What you should do: Exactly how many lines in this material contain the string "Кузькіної"? Reply with the number alone.

Exercise data:

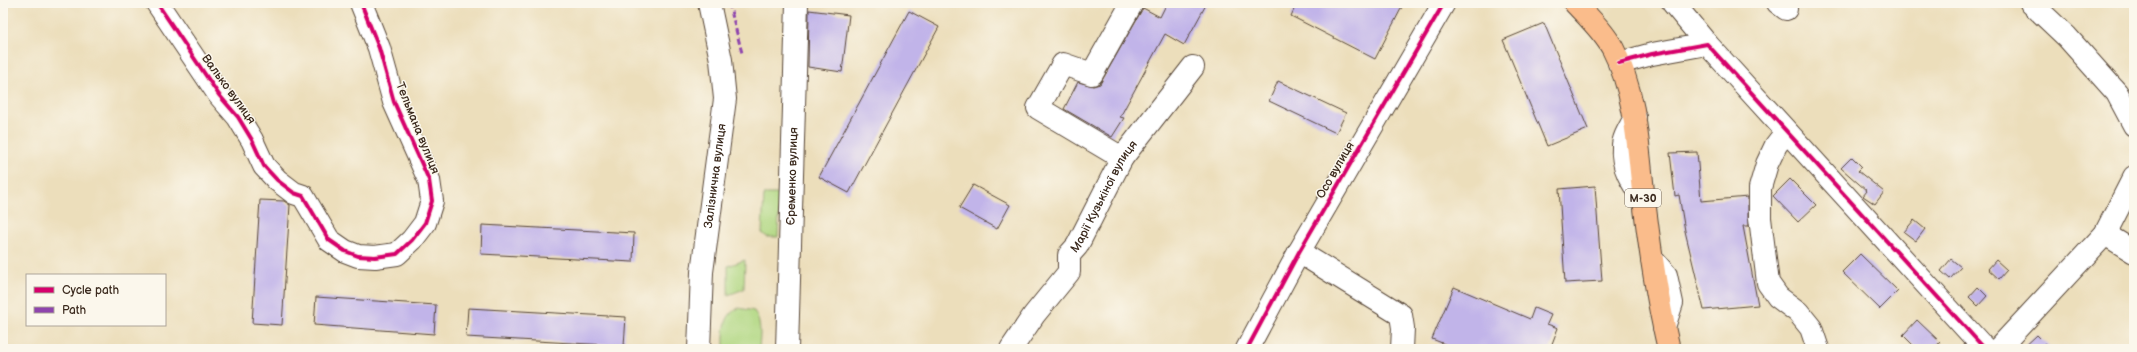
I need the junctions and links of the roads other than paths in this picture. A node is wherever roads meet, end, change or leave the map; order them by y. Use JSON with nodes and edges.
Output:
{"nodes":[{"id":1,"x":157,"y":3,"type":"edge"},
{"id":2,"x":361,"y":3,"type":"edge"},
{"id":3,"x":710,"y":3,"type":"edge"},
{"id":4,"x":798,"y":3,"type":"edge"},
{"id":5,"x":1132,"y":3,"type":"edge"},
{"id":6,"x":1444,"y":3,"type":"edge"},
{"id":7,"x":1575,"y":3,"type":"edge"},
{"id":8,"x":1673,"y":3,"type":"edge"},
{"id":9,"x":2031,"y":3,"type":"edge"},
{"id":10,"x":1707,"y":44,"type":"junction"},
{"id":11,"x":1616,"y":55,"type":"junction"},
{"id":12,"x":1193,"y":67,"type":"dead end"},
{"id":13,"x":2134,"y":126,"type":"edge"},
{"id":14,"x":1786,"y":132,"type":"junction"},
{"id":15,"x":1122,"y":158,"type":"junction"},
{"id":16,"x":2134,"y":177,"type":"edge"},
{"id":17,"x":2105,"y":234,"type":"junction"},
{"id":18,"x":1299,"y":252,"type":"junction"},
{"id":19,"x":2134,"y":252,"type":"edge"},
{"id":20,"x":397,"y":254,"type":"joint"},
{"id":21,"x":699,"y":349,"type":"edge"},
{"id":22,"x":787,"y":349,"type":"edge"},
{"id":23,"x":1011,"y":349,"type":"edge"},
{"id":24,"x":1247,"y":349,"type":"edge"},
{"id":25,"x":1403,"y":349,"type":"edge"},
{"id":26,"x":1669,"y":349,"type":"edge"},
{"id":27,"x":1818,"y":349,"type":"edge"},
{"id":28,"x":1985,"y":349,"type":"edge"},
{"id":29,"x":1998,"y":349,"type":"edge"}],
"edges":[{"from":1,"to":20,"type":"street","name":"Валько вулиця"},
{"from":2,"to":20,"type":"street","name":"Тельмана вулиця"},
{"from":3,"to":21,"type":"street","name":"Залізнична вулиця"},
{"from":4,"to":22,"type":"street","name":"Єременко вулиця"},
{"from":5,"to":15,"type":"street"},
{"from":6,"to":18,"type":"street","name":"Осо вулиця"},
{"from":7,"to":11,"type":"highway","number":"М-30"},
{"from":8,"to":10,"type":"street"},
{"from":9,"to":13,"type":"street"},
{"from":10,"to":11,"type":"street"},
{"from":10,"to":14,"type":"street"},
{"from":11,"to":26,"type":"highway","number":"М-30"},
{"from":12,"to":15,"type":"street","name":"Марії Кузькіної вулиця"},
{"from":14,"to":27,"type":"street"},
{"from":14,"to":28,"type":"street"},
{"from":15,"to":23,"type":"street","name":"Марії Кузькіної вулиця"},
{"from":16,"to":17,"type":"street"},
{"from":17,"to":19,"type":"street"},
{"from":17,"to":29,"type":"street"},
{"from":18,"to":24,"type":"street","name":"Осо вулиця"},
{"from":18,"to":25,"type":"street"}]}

Your response: 2